What, Why and How : Machine Learning

What, Why and How : Machine Learning

What is Machine Learning

Imagine you have a friend who loves to play video games. At first, your friend is not very good and keeps making mistakes. However, every time they play, they learn from their mistakes and get better. Machine learning is kind of like that but for computers.

In traditional programming, we give computers specific instructions to follow, like a recipe. However, in machine learning, we give the computer data and let it figure out the patterns and rules on its own.

Think of it as teaching a computer to recognize different fruits. You show it lots of pictures of apples, bananas, and oranges. The computer looks at the features of each fruit, like shape and colour, and learns to tell them apart.

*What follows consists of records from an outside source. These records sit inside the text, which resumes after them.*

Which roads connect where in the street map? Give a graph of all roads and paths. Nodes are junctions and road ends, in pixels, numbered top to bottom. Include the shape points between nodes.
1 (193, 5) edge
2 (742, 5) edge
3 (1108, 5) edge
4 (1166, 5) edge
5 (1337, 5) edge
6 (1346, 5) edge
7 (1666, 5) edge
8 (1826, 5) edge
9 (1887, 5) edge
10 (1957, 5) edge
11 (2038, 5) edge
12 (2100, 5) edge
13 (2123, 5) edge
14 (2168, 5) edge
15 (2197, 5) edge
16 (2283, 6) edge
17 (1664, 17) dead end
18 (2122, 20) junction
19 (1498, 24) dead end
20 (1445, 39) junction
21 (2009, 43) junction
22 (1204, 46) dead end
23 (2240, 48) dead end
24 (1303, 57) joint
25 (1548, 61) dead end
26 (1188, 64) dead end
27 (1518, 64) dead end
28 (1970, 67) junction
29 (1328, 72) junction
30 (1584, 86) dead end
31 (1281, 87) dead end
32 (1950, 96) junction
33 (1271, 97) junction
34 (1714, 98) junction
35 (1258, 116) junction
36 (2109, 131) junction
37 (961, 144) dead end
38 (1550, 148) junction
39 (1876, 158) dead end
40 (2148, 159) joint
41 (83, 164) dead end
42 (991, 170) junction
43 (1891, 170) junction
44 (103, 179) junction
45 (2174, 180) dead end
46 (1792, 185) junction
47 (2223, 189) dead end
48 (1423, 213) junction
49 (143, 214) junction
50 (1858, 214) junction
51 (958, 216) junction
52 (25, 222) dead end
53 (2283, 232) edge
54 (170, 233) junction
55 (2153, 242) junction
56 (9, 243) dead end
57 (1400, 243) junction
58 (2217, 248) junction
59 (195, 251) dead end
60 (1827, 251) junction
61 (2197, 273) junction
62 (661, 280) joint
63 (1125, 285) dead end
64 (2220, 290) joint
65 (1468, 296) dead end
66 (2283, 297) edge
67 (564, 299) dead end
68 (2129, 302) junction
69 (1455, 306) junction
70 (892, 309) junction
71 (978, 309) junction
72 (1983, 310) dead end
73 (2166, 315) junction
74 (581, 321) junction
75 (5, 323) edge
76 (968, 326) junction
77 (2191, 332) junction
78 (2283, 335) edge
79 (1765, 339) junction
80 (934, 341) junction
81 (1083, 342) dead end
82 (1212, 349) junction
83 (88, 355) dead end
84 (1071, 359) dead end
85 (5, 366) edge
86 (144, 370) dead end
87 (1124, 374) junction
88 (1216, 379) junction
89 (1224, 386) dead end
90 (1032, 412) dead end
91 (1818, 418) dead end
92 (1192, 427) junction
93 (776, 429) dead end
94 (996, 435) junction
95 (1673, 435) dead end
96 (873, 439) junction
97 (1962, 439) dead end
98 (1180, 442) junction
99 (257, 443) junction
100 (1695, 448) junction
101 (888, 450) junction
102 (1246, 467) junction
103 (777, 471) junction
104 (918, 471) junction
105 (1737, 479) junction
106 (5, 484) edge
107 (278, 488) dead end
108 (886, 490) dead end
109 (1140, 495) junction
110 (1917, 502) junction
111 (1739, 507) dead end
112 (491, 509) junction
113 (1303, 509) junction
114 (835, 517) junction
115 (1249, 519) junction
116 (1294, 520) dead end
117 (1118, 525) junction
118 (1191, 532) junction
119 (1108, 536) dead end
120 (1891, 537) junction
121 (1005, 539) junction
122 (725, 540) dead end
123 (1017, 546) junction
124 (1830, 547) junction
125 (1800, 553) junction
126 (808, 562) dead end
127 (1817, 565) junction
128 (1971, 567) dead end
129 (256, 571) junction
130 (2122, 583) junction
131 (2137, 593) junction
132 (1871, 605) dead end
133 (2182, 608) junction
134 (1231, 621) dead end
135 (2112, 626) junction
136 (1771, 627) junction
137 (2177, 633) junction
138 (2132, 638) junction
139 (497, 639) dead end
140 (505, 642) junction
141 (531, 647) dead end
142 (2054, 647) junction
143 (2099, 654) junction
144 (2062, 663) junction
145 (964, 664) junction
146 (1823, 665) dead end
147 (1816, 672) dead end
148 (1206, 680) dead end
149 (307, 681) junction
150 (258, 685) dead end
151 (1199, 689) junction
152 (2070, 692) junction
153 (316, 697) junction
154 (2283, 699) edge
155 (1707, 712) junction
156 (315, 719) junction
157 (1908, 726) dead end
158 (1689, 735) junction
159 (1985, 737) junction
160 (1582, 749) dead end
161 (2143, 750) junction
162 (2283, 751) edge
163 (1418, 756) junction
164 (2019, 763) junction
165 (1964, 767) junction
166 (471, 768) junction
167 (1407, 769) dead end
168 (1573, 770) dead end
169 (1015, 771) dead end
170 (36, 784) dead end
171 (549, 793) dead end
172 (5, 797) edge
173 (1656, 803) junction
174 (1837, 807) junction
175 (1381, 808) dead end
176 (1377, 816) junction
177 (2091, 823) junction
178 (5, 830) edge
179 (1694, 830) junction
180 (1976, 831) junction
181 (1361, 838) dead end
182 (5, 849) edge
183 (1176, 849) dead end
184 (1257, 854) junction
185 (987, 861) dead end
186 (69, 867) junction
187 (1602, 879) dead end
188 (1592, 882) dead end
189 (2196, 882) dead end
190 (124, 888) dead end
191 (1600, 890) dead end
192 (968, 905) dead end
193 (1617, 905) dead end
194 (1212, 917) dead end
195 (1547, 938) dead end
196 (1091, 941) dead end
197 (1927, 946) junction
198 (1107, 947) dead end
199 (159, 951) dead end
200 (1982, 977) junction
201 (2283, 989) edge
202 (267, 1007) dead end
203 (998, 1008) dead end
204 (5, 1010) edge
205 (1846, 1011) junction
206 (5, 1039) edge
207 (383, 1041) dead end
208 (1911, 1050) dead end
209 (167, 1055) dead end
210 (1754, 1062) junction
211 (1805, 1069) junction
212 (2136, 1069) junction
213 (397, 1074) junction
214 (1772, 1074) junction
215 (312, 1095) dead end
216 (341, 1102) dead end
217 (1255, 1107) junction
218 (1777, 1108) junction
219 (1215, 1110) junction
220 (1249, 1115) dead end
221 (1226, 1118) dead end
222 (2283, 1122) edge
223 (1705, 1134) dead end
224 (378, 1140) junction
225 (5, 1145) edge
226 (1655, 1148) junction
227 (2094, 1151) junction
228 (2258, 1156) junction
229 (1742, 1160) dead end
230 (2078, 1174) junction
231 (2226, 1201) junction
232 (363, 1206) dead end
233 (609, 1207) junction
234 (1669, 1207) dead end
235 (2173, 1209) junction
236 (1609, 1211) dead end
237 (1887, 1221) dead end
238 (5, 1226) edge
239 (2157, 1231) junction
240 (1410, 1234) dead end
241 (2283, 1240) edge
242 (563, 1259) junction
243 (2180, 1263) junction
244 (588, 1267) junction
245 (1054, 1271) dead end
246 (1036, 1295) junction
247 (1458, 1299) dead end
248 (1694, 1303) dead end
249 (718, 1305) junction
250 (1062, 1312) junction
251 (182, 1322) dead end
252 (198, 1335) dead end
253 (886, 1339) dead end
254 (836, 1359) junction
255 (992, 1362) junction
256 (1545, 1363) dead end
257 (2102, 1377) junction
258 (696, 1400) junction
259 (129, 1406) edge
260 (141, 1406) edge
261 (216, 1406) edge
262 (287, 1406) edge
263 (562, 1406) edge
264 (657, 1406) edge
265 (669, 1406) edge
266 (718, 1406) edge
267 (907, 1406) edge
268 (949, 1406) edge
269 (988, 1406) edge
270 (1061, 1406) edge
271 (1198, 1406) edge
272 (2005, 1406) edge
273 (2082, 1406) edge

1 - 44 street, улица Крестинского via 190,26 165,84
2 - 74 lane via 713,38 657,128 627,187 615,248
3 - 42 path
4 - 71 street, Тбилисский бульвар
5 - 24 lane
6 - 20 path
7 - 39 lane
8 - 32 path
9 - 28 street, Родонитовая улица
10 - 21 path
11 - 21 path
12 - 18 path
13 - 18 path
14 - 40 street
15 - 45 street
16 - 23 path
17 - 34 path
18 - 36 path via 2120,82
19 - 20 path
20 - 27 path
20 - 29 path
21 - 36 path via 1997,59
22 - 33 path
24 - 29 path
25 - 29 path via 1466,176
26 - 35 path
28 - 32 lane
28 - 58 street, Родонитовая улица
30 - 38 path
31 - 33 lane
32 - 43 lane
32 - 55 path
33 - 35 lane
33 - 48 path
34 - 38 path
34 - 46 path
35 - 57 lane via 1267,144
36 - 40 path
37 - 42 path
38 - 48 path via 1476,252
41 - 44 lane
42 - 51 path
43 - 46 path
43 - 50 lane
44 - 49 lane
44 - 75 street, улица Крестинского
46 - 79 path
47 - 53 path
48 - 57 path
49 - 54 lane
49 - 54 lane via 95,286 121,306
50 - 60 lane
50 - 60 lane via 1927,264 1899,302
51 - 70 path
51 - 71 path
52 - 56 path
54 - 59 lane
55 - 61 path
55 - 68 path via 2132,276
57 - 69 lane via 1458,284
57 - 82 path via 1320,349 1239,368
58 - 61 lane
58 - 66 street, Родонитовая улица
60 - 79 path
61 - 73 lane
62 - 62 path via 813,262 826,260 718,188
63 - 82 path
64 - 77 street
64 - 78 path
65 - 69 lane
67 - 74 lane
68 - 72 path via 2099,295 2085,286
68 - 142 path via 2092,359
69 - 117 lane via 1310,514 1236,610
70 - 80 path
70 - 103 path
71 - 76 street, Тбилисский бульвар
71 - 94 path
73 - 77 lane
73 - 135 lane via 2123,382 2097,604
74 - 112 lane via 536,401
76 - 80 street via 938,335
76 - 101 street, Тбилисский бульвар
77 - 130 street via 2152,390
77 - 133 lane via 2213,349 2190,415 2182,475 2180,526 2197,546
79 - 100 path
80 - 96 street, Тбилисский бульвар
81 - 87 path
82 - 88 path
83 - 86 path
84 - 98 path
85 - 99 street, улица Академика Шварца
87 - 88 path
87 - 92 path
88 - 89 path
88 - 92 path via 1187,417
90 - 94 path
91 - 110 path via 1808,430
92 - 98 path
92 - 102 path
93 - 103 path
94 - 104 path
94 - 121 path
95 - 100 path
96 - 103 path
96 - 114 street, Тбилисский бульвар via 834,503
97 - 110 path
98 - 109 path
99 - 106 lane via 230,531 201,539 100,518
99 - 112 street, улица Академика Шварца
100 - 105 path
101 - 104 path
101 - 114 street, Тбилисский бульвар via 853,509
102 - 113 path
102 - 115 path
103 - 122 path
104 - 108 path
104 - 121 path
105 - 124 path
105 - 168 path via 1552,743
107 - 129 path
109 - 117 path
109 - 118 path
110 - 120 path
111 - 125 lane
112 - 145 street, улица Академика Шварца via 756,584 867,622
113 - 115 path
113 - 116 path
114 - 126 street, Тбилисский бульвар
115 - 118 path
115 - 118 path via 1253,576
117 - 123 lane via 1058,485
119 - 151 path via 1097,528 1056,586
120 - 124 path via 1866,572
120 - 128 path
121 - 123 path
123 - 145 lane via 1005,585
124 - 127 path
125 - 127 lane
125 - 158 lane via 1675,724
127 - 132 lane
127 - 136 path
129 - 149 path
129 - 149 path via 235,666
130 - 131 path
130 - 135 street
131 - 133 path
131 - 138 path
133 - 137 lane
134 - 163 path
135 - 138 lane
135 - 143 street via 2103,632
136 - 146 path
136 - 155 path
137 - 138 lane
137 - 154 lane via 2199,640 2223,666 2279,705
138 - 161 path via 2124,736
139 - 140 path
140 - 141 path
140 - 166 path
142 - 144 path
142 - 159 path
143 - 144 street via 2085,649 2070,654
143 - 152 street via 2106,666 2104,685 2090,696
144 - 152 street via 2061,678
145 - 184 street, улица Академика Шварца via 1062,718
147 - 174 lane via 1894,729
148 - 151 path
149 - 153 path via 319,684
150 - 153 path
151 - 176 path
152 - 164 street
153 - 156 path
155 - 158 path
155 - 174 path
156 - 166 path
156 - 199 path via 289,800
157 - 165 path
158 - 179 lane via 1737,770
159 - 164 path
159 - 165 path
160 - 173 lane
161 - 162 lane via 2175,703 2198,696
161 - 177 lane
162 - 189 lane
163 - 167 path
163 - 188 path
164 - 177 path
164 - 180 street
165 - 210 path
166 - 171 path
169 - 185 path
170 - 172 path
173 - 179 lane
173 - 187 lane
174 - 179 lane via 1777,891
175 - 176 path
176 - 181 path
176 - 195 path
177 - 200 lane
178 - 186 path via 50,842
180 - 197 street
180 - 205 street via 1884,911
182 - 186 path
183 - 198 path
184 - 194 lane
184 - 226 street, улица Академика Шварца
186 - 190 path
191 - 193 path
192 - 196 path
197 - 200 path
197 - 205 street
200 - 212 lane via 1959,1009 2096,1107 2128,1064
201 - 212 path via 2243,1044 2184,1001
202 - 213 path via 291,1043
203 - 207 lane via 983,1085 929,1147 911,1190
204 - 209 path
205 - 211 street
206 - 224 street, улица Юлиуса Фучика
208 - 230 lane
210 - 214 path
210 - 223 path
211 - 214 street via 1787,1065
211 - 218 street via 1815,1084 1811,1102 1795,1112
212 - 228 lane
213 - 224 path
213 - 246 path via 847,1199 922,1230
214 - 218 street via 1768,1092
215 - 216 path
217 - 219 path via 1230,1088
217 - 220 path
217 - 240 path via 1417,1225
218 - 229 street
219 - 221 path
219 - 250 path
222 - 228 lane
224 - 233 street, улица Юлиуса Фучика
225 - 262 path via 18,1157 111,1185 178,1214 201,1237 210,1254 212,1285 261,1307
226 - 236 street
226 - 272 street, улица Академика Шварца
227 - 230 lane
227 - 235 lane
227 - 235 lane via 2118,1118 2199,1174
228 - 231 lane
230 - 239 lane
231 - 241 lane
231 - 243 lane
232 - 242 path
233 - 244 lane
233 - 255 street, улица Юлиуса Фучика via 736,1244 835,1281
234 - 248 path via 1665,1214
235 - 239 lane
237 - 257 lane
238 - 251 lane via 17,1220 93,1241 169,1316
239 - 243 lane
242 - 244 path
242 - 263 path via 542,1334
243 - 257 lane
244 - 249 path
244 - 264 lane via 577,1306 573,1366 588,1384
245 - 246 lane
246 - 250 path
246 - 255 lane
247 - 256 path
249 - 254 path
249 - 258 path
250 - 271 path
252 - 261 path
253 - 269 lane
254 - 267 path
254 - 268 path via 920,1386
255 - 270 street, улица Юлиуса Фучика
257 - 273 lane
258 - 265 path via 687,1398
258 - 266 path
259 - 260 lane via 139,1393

Now, when you show the computer a new picture of a fruit it has never seen before, it can make an educated guess based on what it learned from the previous examples.

Why Machine Learning

  1. Handling Complexity: Suppose you have a super complicated task, like recognizing speech or predicting the weather. Writing out all the rules for a computer to do these tasks can be incredibly complex and challenging. Machine learning allows computers to learn from data and figure out these tasks on their own, making complex problems more manageable.
  2. Adaptability: The world is always changing, and new information keeps coming in. In traditional programming, if something unexpected happens, you might need to rewrite the rules. Machine learning systems can adapt and learn from new data, making them more flexible in dealing with real-world situations.
  3. Pattern Recognition: Humans are good at recognizing patterns, and so are machines when trained using machine learning. This ability is useful in various fields, like detecting fraud in financial transactions, identifying spam emails, or even diagnosing medical conditions by analyzing patterns in data.
  4. Automation: Machine learning can help automate repetitive tasks. For example, in a manufacturing process, a machine learning system can learn to identify defective products, reducing the need for manual inspection and increasing efficiency.
  5. Personalization: Have you noticed how streaming services recommend movies or songs you might like? Machine learning is behind this. It learns from your preferences and suggests content tailored to your taste. This personalization makes our digital experiences more enjoyable and relevant.


How does Machine learning work?

Let's consider, that you want to create a system that can predict whether it will rain in a particular region of India based on historical weather data. Instead of manually programming rules like "if humidity is high and temperature is low, then it will rain," you can use machine learning.

  1. Data Collection: Gather historical weather data for the region, including information like temperature, humidity, wind speed, and whether it rained on a specific day.
  2. Training the Model: Feed this historical data into a machine learning algorithm. The algorithm learns to identify patterns and correlations between different factors and whether it rained.
  3. Making Predictions: Once the model is trained, you can input current weather data into the system, and it will predict whether it's likely to rain based on the patterns it learned during training.
  4. Improving Over Time: As more current weather data becomes available, the model can continuously learn and adapt. For example, if the system predicted rain, and it did rain, the model learns that its prediction was correct. If it predicted rain, but it didn't rain, the model adjusts its understanding based on this feedback.